Lets say that a person in a moving train throws a ball in the direction of motion from one end and hits the other end of the train at 10 mph (relative to the person on the train). According to special relativity, from the perspective of a platform observer though they would see the ball having to take marginally longer to reach the other end of the train thus according to the platform's frame, time is different.

However for objects that are traveling at 10mph wouldn't it be the case that (from the platform observer's frame) since the train is moving as well the velocities of the ball is NOT 10mph but instead 10 mph + the train's velocity (Law of Relative Motion). Wouldn't this addition in speed then compensate for the slowing down of time so that the platform observer would see the ball reaching the other end of the train at the same time as the person in the train.

 

[Doc Al]

However for objects that are traveling at 10mph wouldn't it be the case that (from the platform observer's frame) since the train is moving as well the velocities of the ball is NOT 10mph but instead 10 mph + the train's velocity (Law of Relative Motion). Wouldn't this addition in speed then compensate for the slowing down of time so that the platform observer would see the ball reaching the other end of the train at the same time as the person in the train.

You are correct that with respect to the platform, the speed of the ball is not 10 mph but faster due to the speed of the train itself. But it's not simply 10 mph + the train's velocity. One must add velocities using the relativistic law of velocity addition, which looks like this:

$$V_{a/c} = \frac{V_{a/b} + V_{b/c}}{1 + (V_{a/b} V_{b/c})/c^2}$$

Instead of this (which is only good for low speeds):

$$V_{a/c} = V_{a/b} + V_{b/c}$$

There are other factors to consider, such as length contraction: With respect to the platform, the train is shorter.

 

[am2010]

You are correct that with respect to the platform, the speed of the ball is not 10 mph but faster due to the speed of the train itself. But it's not simply 10 mph + the train's velocity. One must add velocities using the relativistic law of velocity addition, which looks like this:

$$V_{a/c} = \frac{V_{a/b} + V_{b/c}}{1 + (V_{a/b} V_{b/c})/c^2}$$

Instead of this (which is only good for low speeds):

$$V_{a/c} = V_{a/b} + V_{b/c}$$

There are other factors to consider, such as length contraction: With respect to the platform, the train is shorter.

Since we're dealing with low speeds (ball at 10 mph and the train at an even lower speed) then I would use the bottom equation. Since we add the velocities using this relativistic law, isn't it correct that the platform observer sees the ball hitting the other end of the train first BEFORE the person in the train. Thus time is speeding up for the platform observer?

 

[Doc Al]

Since we're dealing with low speeds (ball at 10 mph and the train at an even lower speed) then I would use the bottom equation. Since we add the velocities using this relativistic law, isn't it correct that the platform observer sees the ball hitting the other end of the train first BEFORE the person in the train. Thus time is speeding up for the platform observer?
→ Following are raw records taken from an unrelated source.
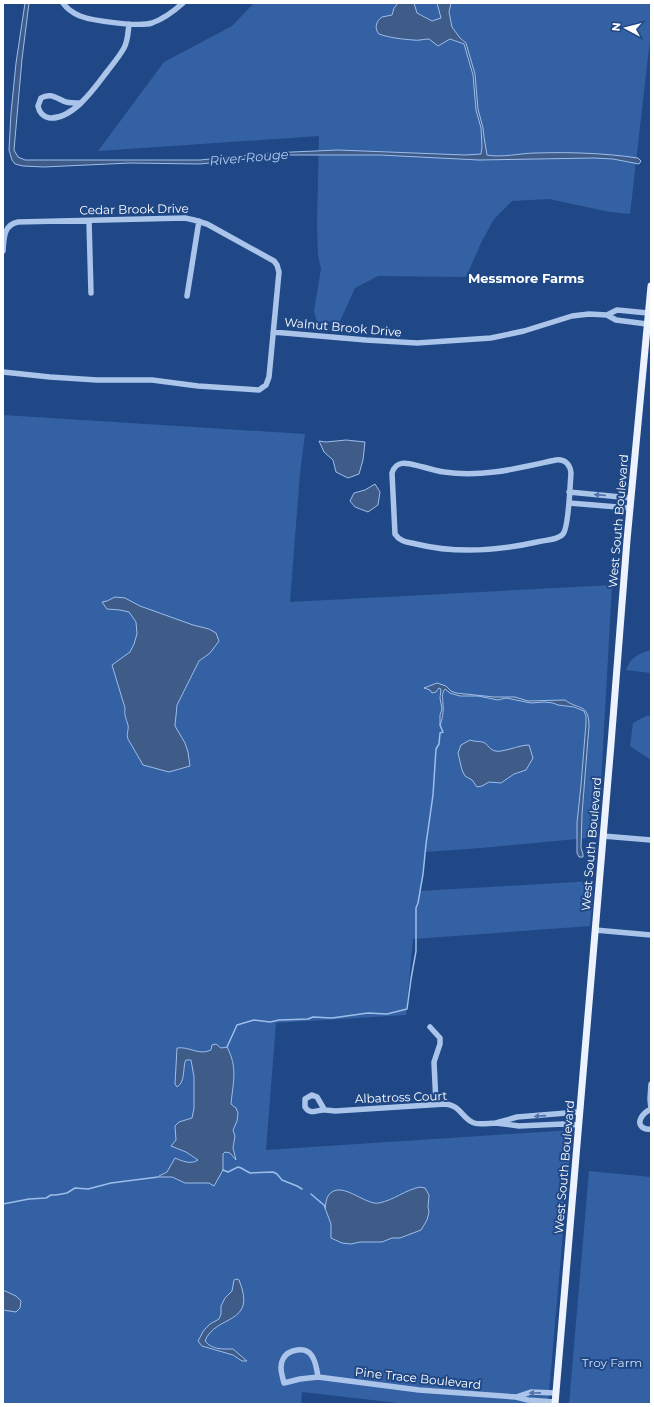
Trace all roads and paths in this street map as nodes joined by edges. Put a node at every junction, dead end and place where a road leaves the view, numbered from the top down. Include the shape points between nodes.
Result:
1 (63, 3) edge
2 (183, 3) edge
3 (129, 24) junction
4 (80, 103) junction
5 (89, 220) junction
6 (199, 221) junction
7 (3, 251) edge
8 (651, 286) edge
9 (91, 293) dead end
10 (187, 296) dead end
11 (628, 312) junction
12 (648, 313) junction
13 (607, 315) junction
14 (627, 322) junction
15 (647, 324) junction
16 (274, 332) junction
17 (3, 372) edge
18 (569, 492) junction
19 (631, 498) junction
20 (569, 503) junction
21 (630, 508) junction
22 (603, 836) junction
23 (651, 840) edge
24 (595, 930) junction
25 (651, 935) edge
26 (430, 1027) dead end
27 (651, 1084) edge
28 (436, 1104) junction
29 (324, 1109) dead end
30 (651, 1109) edge
31 (579, 1112) junction
32 (496, 1123) junction
33 (578, 1125) junction
34 (651, 1129) edge
35 (318, 1377) junction
36 (556, 1393) junction
37 (516, 1397) junction
38 (555, 1403) edge

1 - 3 street via 80,16
2 - 3 street via 155,22
3 - 4 street via 123,50
4 - 4 street via 69,112 52,118 44,116 38,106 41,98 47,95 67,102
5 - 6 street, Cedar Brook Drive via 190,218
5 - 7 street, Cedar Brook Drive via 18,222 8,227
5 - 9 street
6 - 10 street
6 - 16 street, Cedar Brook Drive via 274,261 277,265 279,272
8 - 12 main road, West South Boulevard
11 - 12 street, Walnut Brook Drive
11 - 13 street, Walnut Brook Drive via 617,310
11 - 14 street
12 - 15 main road, West South Boulevard
13 - 14 street, Walnut Brook Drive
13 - 16 street, Walnut Brook Drive via 581,314 505,335 435,342 387,342
14 - 15 street, Walnut Brook Drive
15 - 19 main road, West South Boulevard
16 - 17 street, Walnut Brook Drive via 269,377 266,385 259,390 152,380 97,380
19 -> 18 street
18 - 20 street
18 - 20 street via 571,469 566,462 559,460 504,471 473,474 444,472 405,463 395,466 392,473 394,531 397,537 403,541 435,548 484,550 557,538 566,529
19 - 21 main road, West South Boulevard
20 - 21 street
21 - 22 main road, West South Boulevard
22 - 23 street
22 - 24 main road, West South Boulevard
24 - 25 street
24 - 31 main road, West South Boulevard
26 - 28 street via 440,1038 434,1062
27 - 30 street
28 - 29 street, Albatross Court via 335,1111
28 - 32 street, Albatross Court via 455,1106 475,1124
30 - 34 street via 640,1119 642,1127 646,1130
31 -> 32 street, Albatross Court via 517,1117
31 - 33 main road, West South Boulevard
32 - 33 street, Albatross Court via 519,1126
33 - 36 main road, West South Boulevard
35 - 35 street, Pine Trace Boulevard via 312,1354 297,1350 283,1358 281,1368 284,1383
35 - 37 street, Pine Trace Boulevard via 419,1390
36 -> 37 street, Pine Trace Boulevard via 531,1392
36 - 38 main road, West South Boulevard
37 - 38 street, Pine Trace Boulevard

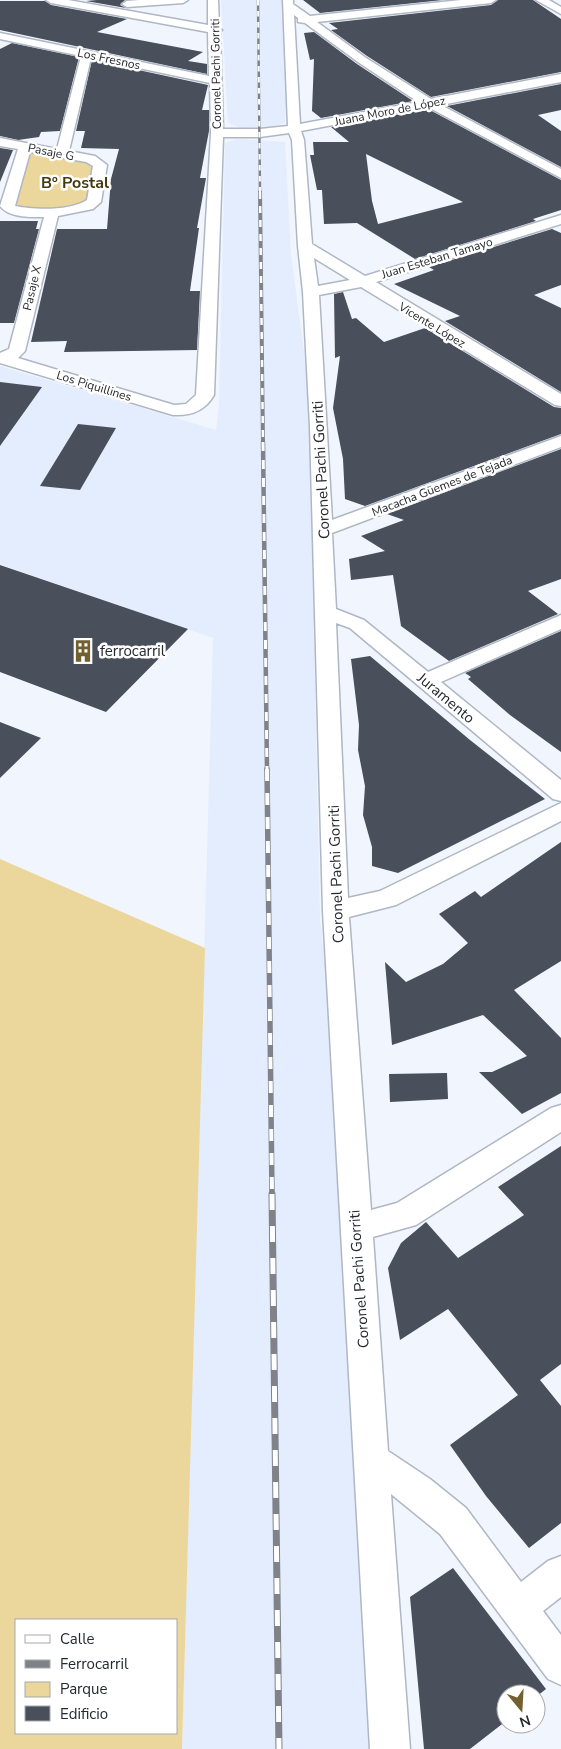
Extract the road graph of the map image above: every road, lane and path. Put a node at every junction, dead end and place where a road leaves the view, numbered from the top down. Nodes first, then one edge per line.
1 (52, 0) edge
2 (183, 0) edge
3 (214, 0) edge
4 (491, 0) edge
5 (541, 0) edge
6 (288, 3) edge
7 (92, 7) junction
8 (561, 11) edge
9 (289, 20) junction
10 (310, 20) junction
11 (216, 30) junction
12 (0, 36) edge
13 (88, 54) junction
14 (561, 78) edge
15 (218, 81) junction
16 (428, 103) junction
17 (294, 129) junction
18 (217, 133) junction
19 (0, 142) edge
20 (24, 146) junction
21 (61, 153) junction
22 (561, 174) edge
23 (52, 212) junction
24 (561, 219) edge
25 (305, 246) junction
26 (361, 282) junction
27 (311, 292) junction
28 (2, 358) edge
29 (561, 402) edge
30 (189, 410) joint
31 (561, 441) edge
32 (324, 530) junction
33 (326, 612) junction
34 (561, 621) edge
35 (426, 681) junction
36 (561, 793) edge
37 (561, 811) edge
38 (336, 911) junction
39 (561, 1117) edge
40 (356, 1228) junction
41 (372, 1461) junction
42 (561, 1574) edge
43 (518, 1608) junction
44 (561, 1666) edge
45 (390, 1749) edge

1 - 7 street
2 - 7 street
3 - 11 street, Coronel Pachi Gorriti
4 - 10 street
5 - 8 street
6 - 9 street, Coronel Pachi Gorriti
6 - 10 street
7 - 11 street
9 - 10 street
9 - 17 street, Coronel Pachi Gorriti
10 - 16 street
11 - 15 street, Coronel Pachi Gorriti
12 - 13 street, Los Fresnos
13 - 15 street, Los Fresnos
13 - 21 street
14 - 16 street, Juana Moro de López
15 - 18 street, Coronel Pachi Gorriti
16 - 17 street, Juana Moro de López
16 - 22 street
17 - 18 street, Juana Moro de López
17 - 25 street, Coronel Pachi Gorriti
18 - 30 street, Coronel Pachi Gorriti
19 - 20 street, Pasaje G
20 - 21 street, Pasaje G
20 - 23 street
21 - 23 street, Pasaje G
23 - 28 street, Pasaje X
24 - 26 street, Juan Esteban Tamayo
25 - 26 street, Vicente López
25 - 27 street, Coronel Pachi Gorriti
26 - 27 street, Juan Esteban Tamayo
26 - 29 street, Vicente López
27 - 32 street, Coronel Pachi Gorriti
28 - 30 street, Los Piquillines
31 - 32 street, Macacha Güemes de Tejada
32 - 33 street, Coronel Pachi Gorriti
33 - 35 street, Juramento
33 - 38 street, Coronel Pachi Gorriti
34 - 35 street
35 - 36 street, Juramento
37 - 38 street
38 - 40 street, Coronel Pachi Gorriti
39 - 40 street
40 - 41 street, Coronel Pachi Gorriti
41 - 43 street
41 - 45 street, Coronel Pachi Gorriti
42 - 43 street
43 - 44 street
I don't understand your point. If you are only talking about low, non-relativistic speeds, then there's no time dilation or length contraction to worry about. Time is not slowing down (or speeding up) for anyone. All observers will say that the ball takes the same amount of time to travel from one end of the train to the other.

What do you mean when you say that the "platform observer sees the ball hitting the other end of the train first BEFORE the person in the train"?

There's no problem in having everyone's clock synchronized. If the person on the train says the ball hit the end of the train at 1:00 pm, the platform observer will agree.